Today I will be going through a few of the development stages for this painting so you will hopefully get a feel for how you might get around something like that.
Line Drawing
The 16″ x 20″ drawing was done on reliable Strathmore 500 vellum bristol. Still one of my very favorite papers to watercolor on. It’s only flaws: it is too nice to people, and works too hard while on the job.
Digital Color Comp
My color comp is fairly saturated here, and laughably ambitious for a watercolor on bristol. I may want to get this saturated in watercolor, but I’m not an actual wizard. I’m just an average guy who won a wand and pointy hat in a game of No Limit Texas Hold ‘Em once while running guns in Peru. I know good and well that when it comes to it I likely won’t hit this kind of saturation in watercolor, so here I am mainly planning around my final digital image.
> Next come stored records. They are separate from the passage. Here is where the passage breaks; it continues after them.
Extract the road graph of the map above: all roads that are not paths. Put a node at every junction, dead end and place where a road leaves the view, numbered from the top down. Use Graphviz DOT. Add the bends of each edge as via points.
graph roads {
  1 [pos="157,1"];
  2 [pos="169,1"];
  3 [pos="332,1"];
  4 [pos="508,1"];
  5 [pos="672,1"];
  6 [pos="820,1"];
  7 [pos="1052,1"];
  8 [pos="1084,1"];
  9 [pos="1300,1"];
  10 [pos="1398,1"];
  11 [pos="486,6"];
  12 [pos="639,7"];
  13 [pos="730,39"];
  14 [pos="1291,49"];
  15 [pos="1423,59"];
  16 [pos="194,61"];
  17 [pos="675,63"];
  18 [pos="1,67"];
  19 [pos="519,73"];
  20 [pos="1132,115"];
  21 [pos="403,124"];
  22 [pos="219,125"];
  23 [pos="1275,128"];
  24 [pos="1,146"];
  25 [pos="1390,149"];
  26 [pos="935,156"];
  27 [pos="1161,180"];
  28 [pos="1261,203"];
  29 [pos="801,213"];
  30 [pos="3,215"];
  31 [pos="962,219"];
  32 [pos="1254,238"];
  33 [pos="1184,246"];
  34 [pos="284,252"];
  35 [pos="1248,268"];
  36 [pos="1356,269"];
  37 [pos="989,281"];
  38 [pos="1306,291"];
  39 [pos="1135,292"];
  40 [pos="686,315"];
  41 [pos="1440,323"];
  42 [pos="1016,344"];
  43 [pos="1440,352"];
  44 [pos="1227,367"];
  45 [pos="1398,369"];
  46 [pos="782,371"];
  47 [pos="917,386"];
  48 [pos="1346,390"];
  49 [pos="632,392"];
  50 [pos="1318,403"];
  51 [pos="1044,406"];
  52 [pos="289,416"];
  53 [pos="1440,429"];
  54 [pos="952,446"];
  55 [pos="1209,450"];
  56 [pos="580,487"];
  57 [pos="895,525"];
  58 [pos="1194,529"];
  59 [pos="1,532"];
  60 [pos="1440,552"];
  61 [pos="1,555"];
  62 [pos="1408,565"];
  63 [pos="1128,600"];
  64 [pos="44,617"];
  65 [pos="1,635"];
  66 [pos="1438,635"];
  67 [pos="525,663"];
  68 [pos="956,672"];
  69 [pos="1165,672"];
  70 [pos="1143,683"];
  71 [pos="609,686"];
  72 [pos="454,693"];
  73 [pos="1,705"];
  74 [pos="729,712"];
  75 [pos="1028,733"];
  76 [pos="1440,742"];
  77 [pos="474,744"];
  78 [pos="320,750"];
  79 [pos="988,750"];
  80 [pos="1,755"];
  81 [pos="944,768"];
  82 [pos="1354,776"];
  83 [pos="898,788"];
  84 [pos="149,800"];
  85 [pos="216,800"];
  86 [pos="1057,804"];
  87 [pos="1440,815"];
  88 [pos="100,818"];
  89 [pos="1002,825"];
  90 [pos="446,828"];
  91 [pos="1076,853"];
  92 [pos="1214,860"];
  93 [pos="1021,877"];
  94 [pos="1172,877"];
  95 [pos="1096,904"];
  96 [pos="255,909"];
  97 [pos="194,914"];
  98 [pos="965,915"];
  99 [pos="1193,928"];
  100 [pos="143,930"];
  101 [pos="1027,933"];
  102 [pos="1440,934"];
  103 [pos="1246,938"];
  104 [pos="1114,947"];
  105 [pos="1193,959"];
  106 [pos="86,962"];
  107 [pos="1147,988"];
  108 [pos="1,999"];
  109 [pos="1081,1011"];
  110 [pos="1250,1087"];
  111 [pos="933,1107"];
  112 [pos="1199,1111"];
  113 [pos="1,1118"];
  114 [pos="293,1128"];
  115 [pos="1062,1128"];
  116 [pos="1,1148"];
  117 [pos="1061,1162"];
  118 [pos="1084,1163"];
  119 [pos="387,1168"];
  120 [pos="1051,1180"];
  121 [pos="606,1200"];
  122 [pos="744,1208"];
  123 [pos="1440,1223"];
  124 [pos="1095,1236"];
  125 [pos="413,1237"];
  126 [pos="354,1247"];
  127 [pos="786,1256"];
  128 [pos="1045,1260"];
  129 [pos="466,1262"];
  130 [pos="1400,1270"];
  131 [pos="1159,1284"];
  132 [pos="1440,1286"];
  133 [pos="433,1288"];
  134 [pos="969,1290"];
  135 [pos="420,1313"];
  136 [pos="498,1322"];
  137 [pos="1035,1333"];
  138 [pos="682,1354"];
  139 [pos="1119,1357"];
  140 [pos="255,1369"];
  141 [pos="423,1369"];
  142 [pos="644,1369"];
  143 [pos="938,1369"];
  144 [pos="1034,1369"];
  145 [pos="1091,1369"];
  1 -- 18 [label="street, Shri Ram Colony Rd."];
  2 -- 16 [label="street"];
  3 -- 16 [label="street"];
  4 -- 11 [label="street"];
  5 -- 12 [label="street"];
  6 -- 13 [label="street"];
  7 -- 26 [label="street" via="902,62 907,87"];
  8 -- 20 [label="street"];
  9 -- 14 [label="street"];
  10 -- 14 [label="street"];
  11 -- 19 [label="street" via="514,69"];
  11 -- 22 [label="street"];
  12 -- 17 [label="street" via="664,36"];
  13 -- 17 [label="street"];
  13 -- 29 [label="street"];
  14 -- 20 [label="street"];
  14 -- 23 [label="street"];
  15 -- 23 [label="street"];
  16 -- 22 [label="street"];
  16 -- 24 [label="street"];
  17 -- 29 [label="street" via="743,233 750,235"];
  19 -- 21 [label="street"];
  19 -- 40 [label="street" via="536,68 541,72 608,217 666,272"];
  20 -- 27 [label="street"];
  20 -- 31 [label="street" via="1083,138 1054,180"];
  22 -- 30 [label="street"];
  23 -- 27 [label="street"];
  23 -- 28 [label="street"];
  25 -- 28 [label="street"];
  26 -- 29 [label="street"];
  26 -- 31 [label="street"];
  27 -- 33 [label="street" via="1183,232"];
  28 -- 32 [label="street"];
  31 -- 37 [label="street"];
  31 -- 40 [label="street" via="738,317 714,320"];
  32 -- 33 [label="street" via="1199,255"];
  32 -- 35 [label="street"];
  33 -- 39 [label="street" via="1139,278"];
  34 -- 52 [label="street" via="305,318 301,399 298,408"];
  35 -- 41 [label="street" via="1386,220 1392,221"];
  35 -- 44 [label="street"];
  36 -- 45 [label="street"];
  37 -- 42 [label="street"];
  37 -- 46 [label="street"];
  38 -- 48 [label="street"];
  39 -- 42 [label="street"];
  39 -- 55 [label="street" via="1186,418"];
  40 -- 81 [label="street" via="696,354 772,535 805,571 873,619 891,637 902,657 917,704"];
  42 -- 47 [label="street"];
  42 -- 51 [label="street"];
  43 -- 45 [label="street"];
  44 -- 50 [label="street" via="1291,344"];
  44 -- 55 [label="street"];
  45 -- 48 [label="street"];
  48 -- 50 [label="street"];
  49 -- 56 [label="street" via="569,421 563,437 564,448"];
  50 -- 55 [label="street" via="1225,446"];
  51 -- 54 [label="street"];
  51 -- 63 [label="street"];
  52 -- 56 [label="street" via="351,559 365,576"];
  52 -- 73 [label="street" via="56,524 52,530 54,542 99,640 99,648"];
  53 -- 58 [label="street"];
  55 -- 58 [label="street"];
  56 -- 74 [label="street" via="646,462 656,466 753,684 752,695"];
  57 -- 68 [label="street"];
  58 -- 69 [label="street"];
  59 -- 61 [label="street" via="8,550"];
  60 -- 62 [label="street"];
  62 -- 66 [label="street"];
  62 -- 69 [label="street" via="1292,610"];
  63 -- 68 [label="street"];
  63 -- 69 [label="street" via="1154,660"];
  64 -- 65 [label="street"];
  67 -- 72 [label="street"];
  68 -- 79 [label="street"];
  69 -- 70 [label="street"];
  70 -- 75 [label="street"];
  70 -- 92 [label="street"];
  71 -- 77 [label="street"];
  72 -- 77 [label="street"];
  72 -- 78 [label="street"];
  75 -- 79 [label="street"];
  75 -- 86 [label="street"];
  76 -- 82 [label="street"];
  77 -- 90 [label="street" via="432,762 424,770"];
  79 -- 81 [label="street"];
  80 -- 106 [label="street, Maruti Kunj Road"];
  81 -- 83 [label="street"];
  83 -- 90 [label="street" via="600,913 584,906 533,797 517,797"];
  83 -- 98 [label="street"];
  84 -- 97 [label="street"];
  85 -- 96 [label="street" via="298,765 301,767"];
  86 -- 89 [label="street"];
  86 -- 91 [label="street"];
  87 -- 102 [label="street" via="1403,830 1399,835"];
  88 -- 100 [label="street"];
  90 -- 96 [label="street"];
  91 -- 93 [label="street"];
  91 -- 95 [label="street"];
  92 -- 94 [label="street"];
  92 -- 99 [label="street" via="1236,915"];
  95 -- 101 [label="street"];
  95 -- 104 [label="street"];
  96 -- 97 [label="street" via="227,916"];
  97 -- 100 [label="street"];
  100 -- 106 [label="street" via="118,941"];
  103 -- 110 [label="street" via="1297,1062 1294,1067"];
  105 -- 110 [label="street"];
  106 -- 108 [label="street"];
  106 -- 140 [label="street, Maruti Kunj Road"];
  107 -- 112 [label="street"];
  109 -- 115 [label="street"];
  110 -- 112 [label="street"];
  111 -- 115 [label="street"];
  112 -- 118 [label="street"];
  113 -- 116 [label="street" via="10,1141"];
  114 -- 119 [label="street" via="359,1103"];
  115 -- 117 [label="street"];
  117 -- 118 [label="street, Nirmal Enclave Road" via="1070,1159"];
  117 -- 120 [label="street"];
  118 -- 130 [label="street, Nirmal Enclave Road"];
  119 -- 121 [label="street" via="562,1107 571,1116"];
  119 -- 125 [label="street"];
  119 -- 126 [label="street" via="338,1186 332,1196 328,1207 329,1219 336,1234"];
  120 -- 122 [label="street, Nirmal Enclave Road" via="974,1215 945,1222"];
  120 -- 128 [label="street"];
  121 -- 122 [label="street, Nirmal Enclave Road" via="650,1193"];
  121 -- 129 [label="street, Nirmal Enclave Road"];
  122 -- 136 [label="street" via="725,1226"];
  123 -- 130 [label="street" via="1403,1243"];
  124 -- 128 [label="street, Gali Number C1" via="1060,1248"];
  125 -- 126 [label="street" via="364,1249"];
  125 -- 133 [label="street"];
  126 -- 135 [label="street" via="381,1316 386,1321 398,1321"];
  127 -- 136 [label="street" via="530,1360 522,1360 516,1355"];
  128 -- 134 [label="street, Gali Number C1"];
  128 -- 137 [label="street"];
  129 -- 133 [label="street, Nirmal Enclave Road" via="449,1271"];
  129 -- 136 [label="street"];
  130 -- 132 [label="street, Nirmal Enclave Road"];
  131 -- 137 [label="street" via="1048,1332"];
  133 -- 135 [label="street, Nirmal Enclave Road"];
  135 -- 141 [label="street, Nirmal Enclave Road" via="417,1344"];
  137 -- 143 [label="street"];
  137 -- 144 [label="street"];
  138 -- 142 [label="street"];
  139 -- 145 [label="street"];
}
While I am working in watercolor I will print out a black and white version of this color comp to use as a general value guide. I will revisit this color comp when I scan the final image in.
Watercolor
Finished Watercolor detailed in Acryla-Gouache
After finishing the watercolor itself I lay in opaque passages and highlights using Holbien Acryla-Gouache, which blends really well with watercolor. It offers the smoothness of gouache, but the permanence of acrylic. You can see in the images above how much of the detail and dimensionality the Acryla-gouache pass brings to the image.
I will say that this product is noticeably less smooth than gouache and watercolor alone, but I find that I have an easier time controlling it than I do gouache. It works well for what I need it to do.
The image below shows the stages of the painting:
- The order of events:
- Drawing in Caran D”Ache Pablo Pencils
- Watercolor and Acryla-gouache
- (Photoshop) Multiply and Soft Light Layers
- (Photoshop) Color Dodge layers
- (Photoshop) Screen layers with saturated colors
- (Photoshop) Opaque Normal layers
There isn’t a great deal that changes from the watercolor to the digital final. It is mostly that the values and colors are punched up and sharp details refined. (However, this last part is hard for me to overstate. I have the approximate vision of a mole rat or a very deep sea-dwelling creature. Being able to zoom in close to the image means that I can finally give these details the treatment they deserve.)
The bulk of the time is spent working on highly transparent layers to bring more vitality and dimensional heft to the image.
Let me know in the comments if you have any questions!
Thanks for sharing this Justin! That wand you won in Peru must have SOME magic left in it because this is awesome. The Acryla-gouache step holds up on its own, but I would love to see you elaborate on the photoshop steps that you used to give this a saturated punch.
Think my eyes want a cigarette now! 😉
That is one gorgeous painting! Full of life and the dragon character is captured perfectly … not too serious in his demeanor, yet full of heat and mischief. Love how there is some green to the puddles and fire – not ordinary fire.
While your watercolors can hold their own, this Acryla-gouache is making your underpainting a lot more 'substantial'. Is that why you are doing it?
Brilliant work!
I love this. So good Justin. Thanks for sharing the process and the large images.
Hi Haledorn,
That is a great idea! I'll go in to more detail about punching up color in PS next time.
Nice Justin!
Thanks Nicolay,
Yes to your questions! I find that the Acryla-Gouache really lets me bring more heft and dimension to the figures. It also allows for more shaping and carving than watercolor alone. Most of all though it just amounts to less opaque digital work later on which I think looks better.
I have been staring at this all morning. I would love to learn the PS techniques you were referring to. If you know of any tutorials I'd love to see it.
Always enjoy seeing your process Justin. I especially love the nostril flame and pops of blue you put in. Thank you for sharing.